Shared Memory need 24GB - Can this requirement be reduced? #113

Closed QaisarRajput closed 1 year ago

QaisarRajput commented 2 years ago

Hi, Thanks for the amazing repo. we are using this on our own dataset, where the infrastructure we have cannot allow for shared memory beyond a certain point (i.e. 12GB). I am getting below error. Is there a way we can reduce this need by reducing multiprocessing parameter or something. For example reducing the concurrent processing. I am not sure the if env_det_num_threads=6 as that control CPU usage and this is related to torch (GPU). Please correct if there is a lack in understanding in my part.

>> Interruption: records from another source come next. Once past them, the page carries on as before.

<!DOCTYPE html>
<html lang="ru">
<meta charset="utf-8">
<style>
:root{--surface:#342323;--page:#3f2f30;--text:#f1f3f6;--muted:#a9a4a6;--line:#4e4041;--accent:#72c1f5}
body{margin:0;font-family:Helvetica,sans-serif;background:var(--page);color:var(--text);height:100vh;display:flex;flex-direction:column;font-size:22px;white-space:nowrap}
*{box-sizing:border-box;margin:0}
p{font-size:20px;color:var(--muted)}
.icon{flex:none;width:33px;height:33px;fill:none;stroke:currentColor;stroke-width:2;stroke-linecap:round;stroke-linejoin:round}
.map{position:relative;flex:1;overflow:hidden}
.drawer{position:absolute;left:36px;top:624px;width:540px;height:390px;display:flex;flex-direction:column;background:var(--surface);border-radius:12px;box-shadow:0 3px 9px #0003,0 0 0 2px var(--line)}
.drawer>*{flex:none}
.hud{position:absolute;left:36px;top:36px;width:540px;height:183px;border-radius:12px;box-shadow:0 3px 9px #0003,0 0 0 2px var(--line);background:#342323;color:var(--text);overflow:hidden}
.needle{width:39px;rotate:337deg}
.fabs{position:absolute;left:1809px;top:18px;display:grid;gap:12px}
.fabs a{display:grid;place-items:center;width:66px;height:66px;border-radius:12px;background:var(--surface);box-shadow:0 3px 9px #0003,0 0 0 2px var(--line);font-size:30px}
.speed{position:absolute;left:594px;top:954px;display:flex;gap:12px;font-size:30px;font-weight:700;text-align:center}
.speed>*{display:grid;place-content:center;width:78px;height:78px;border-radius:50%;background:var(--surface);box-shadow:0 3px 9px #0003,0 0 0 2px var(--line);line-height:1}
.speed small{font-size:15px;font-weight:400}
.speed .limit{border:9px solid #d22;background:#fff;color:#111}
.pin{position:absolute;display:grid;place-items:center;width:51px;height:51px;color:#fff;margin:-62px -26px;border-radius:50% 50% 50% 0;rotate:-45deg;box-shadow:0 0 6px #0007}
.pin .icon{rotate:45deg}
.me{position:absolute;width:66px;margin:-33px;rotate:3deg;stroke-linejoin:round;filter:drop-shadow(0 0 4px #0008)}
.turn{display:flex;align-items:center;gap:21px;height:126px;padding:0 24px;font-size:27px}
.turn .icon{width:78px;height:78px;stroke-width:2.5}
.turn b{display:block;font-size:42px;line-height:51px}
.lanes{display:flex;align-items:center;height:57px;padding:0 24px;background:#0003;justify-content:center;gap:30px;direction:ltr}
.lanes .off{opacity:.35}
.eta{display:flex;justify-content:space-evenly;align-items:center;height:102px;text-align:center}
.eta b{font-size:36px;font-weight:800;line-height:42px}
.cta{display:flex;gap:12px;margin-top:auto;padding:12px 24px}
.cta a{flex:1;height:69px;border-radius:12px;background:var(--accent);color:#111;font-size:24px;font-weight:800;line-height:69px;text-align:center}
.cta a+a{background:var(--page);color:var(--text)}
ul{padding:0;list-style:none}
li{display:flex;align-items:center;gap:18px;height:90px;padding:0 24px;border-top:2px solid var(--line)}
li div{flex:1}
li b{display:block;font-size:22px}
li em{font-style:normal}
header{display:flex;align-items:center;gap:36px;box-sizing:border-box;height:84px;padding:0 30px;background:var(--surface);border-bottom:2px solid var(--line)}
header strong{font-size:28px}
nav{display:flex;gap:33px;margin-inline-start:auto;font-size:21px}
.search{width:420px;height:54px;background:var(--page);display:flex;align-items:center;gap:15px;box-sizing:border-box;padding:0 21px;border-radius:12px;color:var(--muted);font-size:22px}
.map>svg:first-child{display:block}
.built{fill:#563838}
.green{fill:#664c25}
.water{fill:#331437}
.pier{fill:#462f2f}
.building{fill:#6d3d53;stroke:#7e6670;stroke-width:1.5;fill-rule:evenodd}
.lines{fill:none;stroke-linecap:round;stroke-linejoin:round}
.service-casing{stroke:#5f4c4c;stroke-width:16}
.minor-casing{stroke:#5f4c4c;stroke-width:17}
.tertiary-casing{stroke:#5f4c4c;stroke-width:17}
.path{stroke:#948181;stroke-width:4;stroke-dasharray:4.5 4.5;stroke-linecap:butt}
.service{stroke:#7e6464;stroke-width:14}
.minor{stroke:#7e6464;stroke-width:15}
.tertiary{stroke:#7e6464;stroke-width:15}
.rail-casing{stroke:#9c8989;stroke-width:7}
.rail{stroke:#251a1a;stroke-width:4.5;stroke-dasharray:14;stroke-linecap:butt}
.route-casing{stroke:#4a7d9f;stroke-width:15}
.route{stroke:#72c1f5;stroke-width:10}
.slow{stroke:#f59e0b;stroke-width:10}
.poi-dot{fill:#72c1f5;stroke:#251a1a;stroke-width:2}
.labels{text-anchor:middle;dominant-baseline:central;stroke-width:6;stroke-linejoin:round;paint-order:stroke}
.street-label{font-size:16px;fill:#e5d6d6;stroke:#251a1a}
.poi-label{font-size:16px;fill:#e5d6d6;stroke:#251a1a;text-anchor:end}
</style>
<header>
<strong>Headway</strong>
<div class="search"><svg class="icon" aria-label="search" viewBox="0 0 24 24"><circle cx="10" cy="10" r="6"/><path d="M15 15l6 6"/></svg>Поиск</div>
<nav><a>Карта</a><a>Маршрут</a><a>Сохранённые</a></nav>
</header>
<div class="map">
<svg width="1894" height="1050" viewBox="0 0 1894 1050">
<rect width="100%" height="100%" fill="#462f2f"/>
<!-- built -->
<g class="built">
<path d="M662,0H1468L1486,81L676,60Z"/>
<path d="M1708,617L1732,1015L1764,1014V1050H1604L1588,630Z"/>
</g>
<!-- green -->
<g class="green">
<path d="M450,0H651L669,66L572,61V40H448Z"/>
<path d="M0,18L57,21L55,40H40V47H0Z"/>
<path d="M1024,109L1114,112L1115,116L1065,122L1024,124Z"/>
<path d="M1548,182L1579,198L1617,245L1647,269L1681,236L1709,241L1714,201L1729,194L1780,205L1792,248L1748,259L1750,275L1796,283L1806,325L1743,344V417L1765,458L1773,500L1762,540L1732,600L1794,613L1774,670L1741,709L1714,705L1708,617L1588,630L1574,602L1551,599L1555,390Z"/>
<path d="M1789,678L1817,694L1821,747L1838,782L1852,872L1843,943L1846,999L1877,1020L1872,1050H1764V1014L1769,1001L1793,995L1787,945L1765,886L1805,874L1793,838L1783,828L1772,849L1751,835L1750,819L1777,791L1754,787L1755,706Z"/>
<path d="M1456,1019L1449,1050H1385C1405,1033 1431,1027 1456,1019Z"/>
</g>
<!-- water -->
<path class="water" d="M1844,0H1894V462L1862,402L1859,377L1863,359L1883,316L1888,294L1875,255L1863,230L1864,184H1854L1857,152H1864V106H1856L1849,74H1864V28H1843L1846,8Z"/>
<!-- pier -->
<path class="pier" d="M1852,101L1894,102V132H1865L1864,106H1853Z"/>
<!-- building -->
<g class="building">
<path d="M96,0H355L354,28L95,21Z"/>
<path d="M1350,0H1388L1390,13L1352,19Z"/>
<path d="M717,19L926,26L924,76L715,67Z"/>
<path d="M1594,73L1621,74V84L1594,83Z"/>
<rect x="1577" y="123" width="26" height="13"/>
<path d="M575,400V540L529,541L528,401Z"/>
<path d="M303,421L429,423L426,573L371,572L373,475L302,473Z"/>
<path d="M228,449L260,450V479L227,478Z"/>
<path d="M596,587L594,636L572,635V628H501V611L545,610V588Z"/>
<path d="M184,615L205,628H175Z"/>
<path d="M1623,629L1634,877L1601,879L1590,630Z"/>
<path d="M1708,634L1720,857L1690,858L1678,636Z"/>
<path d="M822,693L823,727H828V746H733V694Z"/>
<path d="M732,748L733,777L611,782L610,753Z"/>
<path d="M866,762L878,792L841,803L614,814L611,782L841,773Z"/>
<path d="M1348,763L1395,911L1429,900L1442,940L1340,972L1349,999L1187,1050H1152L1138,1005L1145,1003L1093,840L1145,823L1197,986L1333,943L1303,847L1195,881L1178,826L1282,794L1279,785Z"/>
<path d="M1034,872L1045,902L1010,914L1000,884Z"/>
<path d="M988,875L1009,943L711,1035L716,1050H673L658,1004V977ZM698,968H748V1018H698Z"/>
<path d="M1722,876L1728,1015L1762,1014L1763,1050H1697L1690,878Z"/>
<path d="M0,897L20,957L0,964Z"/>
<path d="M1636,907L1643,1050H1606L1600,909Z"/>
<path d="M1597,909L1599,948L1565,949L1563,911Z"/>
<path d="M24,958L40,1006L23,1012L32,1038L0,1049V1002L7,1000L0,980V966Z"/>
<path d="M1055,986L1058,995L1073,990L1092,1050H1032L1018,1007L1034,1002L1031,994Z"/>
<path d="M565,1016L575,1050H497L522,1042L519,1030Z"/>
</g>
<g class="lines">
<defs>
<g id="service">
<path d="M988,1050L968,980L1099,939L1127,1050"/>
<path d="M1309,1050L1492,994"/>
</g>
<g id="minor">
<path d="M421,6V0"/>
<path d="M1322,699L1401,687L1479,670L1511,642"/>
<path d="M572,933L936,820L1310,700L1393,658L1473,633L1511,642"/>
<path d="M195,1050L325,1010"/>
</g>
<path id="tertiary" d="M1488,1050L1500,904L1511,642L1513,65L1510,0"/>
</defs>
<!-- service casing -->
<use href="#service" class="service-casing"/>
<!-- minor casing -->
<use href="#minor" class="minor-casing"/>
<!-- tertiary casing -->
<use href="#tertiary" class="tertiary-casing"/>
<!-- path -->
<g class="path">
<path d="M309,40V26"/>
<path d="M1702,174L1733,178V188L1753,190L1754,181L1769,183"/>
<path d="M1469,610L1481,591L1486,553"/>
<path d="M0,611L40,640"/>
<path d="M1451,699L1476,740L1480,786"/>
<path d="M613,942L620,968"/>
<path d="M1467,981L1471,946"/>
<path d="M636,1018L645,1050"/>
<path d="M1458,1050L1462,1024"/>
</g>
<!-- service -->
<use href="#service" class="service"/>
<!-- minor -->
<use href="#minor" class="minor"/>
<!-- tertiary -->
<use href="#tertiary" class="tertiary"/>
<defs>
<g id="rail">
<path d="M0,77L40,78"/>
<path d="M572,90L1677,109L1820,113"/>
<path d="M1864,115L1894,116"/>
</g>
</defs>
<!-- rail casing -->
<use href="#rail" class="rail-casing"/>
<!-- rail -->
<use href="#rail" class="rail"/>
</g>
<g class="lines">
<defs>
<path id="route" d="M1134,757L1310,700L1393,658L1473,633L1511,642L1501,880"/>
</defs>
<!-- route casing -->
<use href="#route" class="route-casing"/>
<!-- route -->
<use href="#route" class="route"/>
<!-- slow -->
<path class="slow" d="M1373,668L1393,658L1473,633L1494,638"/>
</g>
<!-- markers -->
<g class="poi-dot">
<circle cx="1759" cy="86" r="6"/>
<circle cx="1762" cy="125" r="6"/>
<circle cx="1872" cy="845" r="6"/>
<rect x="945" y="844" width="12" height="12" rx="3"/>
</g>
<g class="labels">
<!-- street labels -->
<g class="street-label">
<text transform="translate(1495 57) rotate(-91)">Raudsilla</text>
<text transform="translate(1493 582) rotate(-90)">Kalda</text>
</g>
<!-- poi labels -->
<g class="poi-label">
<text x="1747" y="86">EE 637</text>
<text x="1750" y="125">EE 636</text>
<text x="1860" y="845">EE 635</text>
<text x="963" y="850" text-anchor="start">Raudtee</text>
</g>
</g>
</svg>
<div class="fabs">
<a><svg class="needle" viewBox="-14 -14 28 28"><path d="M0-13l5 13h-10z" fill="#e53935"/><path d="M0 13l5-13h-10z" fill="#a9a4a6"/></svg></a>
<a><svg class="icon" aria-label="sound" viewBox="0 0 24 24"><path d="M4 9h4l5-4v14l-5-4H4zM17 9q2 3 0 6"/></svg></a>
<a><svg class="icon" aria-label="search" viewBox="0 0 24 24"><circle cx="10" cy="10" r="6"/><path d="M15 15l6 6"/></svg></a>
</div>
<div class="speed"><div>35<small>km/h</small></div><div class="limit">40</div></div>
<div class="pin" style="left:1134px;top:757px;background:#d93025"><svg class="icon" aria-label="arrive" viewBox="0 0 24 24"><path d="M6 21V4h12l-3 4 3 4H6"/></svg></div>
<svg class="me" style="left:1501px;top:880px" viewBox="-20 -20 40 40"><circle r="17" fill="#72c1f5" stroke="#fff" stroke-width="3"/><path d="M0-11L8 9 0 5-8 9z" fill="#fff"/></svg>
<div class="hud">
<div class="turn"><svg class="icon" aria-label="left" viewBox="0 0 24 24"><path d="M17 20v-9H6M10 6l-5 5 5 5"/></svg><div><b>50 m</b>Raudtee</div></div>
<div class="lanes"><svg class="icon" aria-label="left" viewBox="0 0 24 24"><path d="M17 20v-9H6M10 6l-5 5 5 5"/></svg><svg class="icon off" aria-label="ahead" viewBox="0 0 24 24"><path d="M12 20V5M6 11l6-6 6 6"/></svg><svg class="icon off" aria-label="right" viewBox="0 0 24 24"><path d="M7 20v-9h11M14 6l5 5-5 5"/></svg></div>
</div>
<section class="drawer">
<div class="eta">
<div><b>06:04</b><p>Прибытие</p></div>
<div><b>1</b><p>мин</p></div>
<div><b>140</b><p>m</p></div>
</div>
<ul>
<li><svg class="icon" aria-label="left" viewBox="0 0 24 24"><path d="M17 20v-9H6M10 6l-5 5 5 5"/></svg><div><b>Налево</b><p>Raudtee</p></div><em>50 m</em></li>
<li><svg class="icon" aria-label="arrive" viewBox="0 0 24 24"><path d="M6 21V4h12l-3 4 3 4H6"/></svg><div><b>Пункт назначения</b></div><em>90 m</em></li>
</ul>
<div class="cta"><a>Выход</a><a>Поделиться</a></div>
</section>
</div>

 7.7 M     Trainable params
     - 0         Non-trainable params
     - 7.7 M     Total params
     - 30.798    Total estimated model params size (MB)
     - Validation sanity check: 0it [00:00, ?it/s]INFO Using validation DataLoader3DOffset with {}
     - INFO Building Sampling Cache for Dataloder
     - Sampling Cache:   0%|          | 0/4 [00:00<?, ?it/s]
     - Sampling Cache: 100%|██████████| 4/4 [00:00<00:00, 15917.66it/s]
     - INFO Using 5 num_processes and 2 num_cached_per_queue for augmentation.
     - INFO VALIDATION KEYS:
     -  odict_keys(['case_0', 'case_15', 'case_2', 'case_5'])
     - Traceback (most recent call last):
     -   File "/usr/local/lib/python3.9/multiprocessing/queues.py", line 245, in _feed
     -     obj = _ForkingPickler.dumps(obj)
     -   File "/usr/local/lib/python3.9/multiprocessing/reduction.py", line 51, in dumps
     -     cls(buf, protocol).dump(obj)
     -   File "/usr/local/lib/python3.9/site-packages/torch/multiprocessing/reductions.py", line 358, in reduce_storage
     -     fd, size = storage._share_fd_cpu_()
     - RuntimeError: unable to write to file </torch_211_624382216_0>: No space left on device (28)
     - Traceback (most recent call last):
     -   File "/usr/local/lib/python3.9/multiprocessing/queues.py", line 245, in _feed
     -     obj = _ForkingPickler.dumps(obj)
     -   File "/usr/local/lib/python3.9/multiprocessing/reduction.py", line 51, in dumps
     -     cls(buf, protocol).dump(obj)
     -   File "/usr/local/lib/python3.9/site-packages/torch/multiprocessing/reductions.py", line 358, in reduce_storage
     -     fd, size = storage._share_fd_cpu_()
     - RuntimeError: unable to write to file </torch_203_1922446424_4>: No space left on device (28)
     - /home/dataiku/code/nndet/nndet/core/retina.py:358: UserWarning: __floordiv__ is deprecated, and its behavior will change in a future version of pytorch. It currently rounds toward 0 (like the 'trunc' function NOT 'floor'). This results in incorrect rounding for negative values. To keep the current behavior, use torch.div(a, b, rounding_mode='trunc'), or for actual floor division, use torch.div(a, b, rounding_mode='floor').
mibaumgartner commented 2 years ago

Dear @QaisarRajput ,

just to clarify: while the error is thrown by torch, the shared memory does not relate to the available VRAM (of the GPU) but to the RAM (of the CPU). I was able to run the container with 12GB of shared memory as well, maybe there is no space left on your harddrive/ssd? (note: the error does not refer to missing VRAM, that would be an CUDA out of memory error)

Best, Michael

mibaumgartner commented 1 year ago

Since there was no update for some time I’ll close this Issue for now. Please feel free to reopen this Issue if the problem persists or open a new one.